YOUR ASSIGNMENT:
Copy, from the entries below, each line where the word "ГОРЬКОГО" can be found.
====== DATA FOR THIS TASK ======
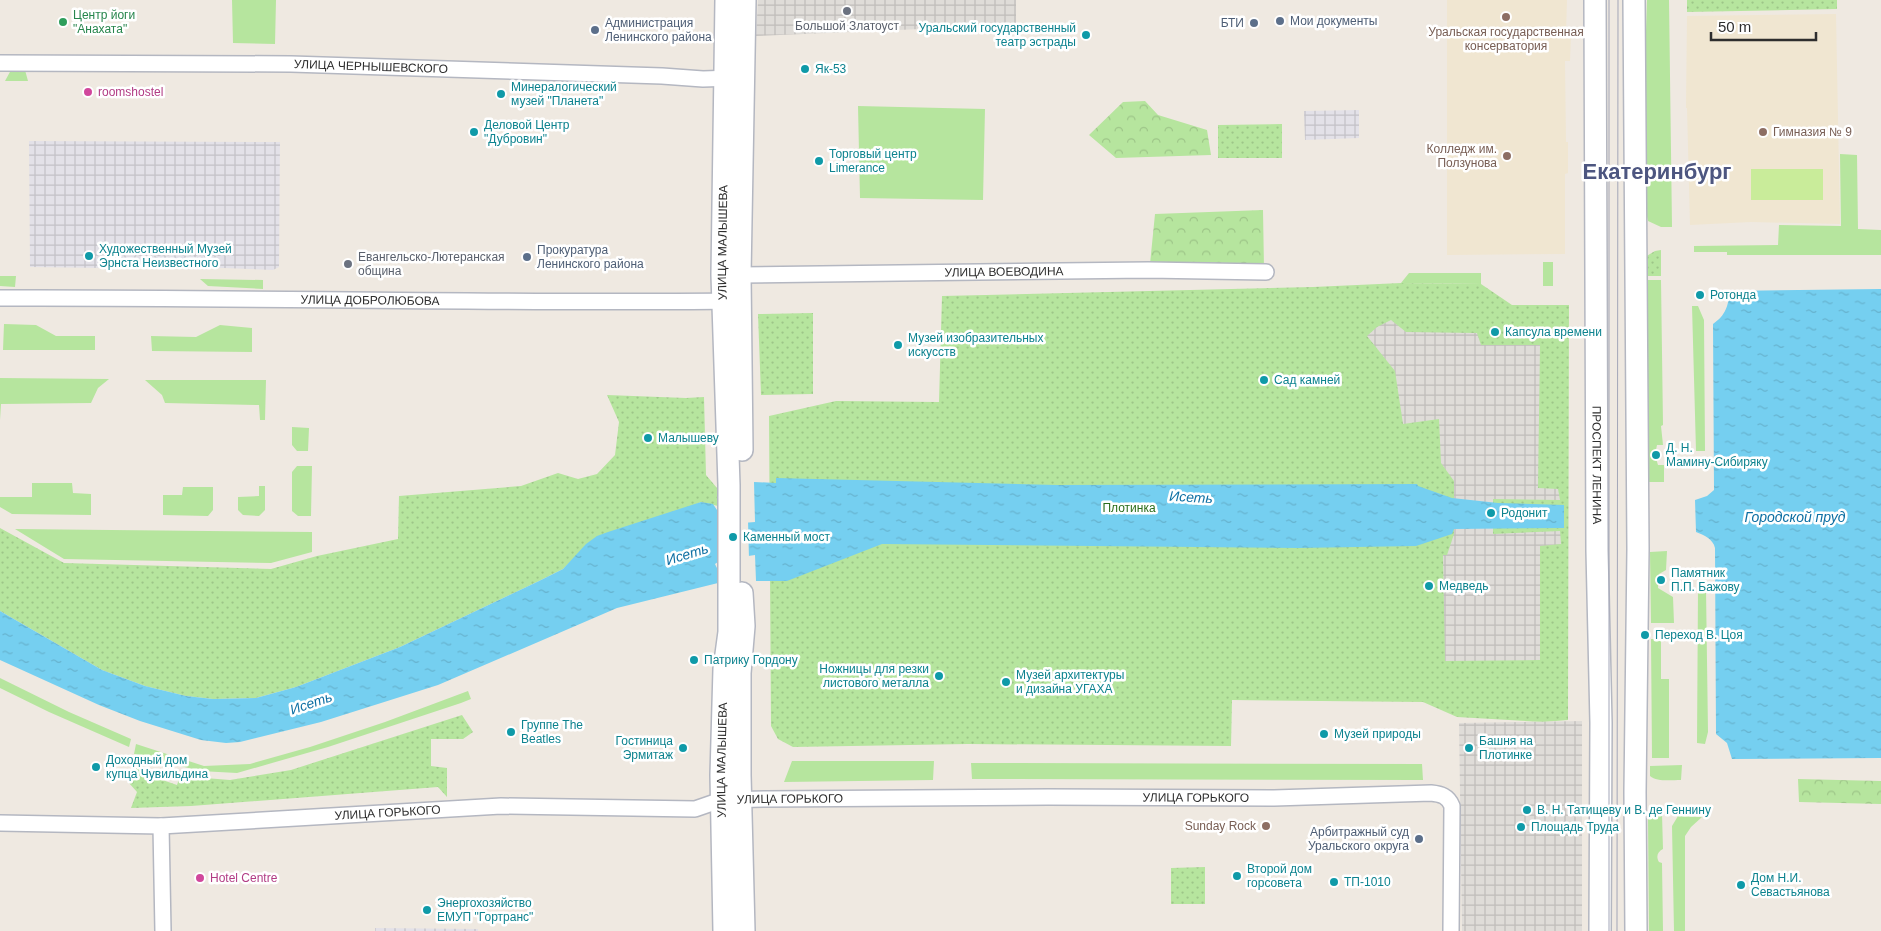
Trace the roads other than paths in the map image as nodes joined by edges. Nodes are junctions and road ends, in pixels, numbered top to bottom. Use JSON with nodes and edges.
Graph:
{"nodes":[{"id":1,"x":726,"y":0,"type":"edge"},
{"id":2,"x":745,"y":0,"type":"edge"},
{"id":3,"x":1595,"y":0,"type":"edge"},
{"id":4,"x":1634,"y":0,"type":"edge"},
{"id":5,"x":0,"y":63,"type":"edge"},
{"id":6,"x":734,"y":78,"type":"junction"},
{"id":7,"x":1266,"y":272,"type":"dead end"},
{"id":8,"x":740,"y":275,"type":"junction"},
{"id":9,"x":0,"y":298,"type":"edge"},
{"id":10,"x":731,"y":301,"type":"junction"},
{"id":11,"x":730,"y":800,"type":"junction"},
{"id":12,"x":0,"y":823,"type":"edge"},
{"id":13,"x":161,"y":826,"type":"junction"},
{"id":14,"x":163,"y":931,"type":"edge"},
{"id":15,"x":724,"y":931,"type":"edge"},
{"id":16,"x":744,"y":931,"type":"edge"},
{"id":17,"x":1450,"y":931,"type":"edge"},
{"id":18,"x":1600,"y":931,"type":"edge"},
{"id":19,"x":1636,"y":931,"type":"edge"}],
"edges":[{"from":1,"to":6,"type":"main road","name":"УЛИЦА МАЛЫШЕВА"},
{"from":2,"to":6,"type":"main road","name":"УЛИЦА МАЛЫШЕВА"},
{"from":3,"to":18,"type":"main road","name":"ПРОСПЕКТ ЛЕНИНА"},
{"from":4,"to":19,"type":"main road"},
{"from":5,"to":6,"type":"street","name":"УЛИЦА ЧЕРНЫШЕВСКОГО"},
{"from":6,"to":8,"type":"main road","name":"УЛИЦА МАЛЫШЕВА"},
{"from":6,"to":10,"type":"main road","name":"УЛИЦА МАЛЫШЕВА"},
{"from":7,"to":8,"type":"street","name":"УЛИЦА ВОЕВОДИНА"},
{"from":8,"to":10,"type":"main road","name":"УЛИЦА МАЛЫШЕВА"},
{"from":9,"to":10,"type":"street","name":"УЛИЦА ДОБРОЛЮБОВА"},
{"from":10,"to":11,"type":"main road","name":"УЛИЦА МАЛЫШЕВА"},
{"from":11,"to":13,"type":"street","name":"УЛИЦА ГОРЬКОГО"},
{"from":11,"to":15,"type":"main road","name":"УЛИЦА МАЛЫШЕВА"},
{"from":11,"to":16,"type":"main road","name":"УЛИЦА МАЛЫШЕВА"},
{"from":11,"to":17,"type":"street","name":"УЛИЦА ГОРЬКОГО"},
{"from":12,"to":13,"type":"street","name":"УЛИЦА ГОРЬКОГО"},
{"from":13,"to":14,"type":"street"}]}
======
====== DATA FOR THIS TASK ======
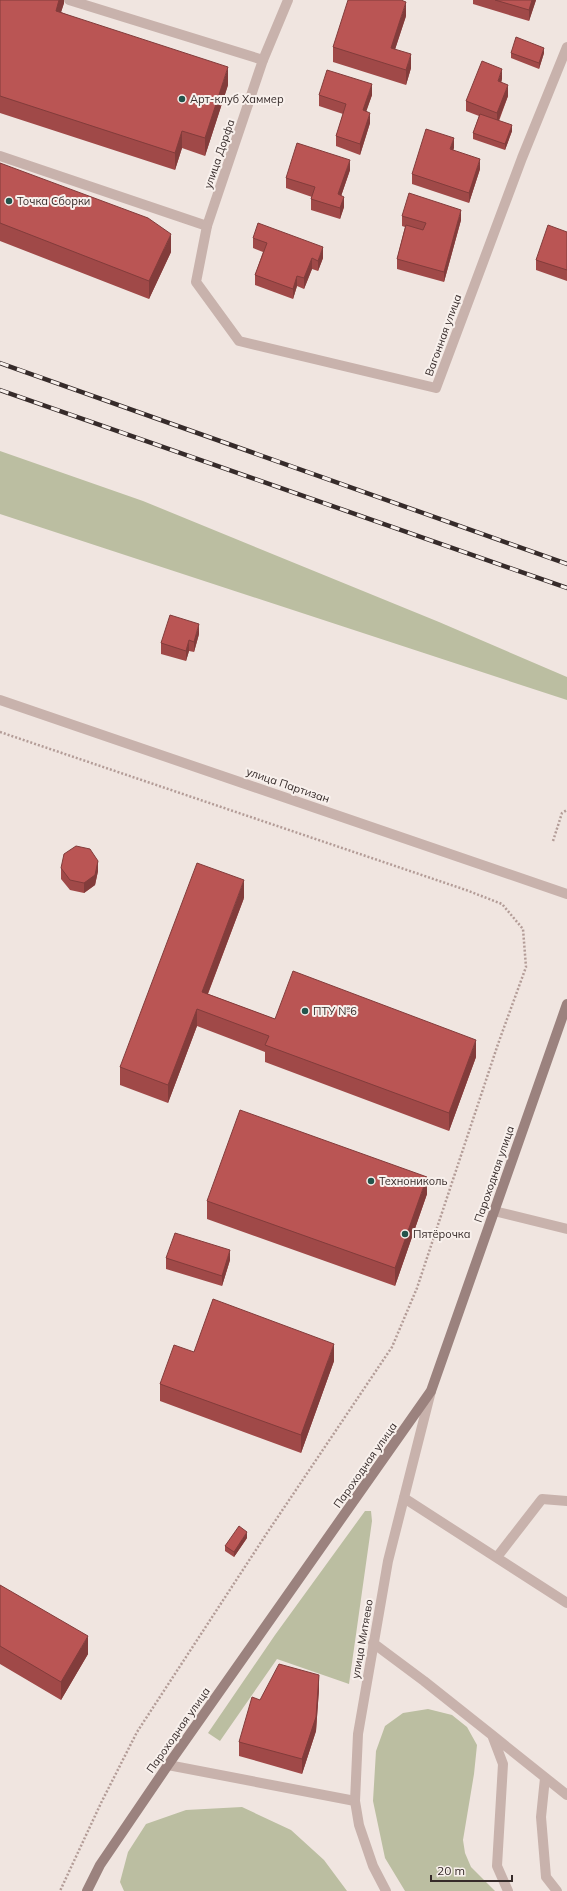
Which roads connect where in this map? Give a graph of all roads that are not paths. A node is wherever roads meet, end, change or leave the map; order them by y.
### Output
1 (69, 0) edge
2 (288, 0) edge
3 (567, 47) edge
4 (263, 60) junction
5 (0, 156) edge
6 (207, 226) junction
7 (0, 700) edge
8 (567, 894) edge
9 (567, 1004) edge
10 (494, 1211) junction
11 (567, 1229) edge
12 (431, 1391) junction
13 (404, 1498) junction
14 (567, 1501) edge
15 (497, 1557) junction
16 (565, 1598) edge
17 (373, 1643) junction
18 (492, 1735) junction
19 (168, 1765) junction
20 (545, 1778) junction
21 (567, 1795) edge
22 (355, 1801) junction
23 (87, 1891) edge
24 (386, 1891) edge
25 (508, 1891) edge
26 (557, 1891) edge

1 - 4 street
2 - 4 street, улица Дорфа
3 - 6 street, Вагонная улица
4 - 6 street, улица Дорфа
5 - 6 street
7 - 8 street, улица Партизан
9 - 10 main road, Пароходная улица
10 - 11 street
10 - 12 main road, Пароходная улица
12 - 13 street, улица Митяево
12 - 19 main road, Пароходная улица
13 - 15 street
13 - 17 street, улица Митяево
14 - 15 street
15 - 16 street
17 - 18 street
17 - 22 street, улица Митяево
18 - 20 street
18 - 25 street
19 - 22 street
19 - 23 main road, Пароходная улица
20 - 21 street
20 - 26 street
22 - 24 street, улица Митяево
======
SOLUTION TO THIS PROBLEM:
{"from":11,"to":13,"type":"street","name":"УЛИЦА ГОРЬКОГО"},
{"from":11,"to":17,"type":"street","name":"УЛИЦА ГОРЬКОГО"},
{"from":12,"to":13,"type":"street","name":"УЛИЦА ГОРЬКОГО"},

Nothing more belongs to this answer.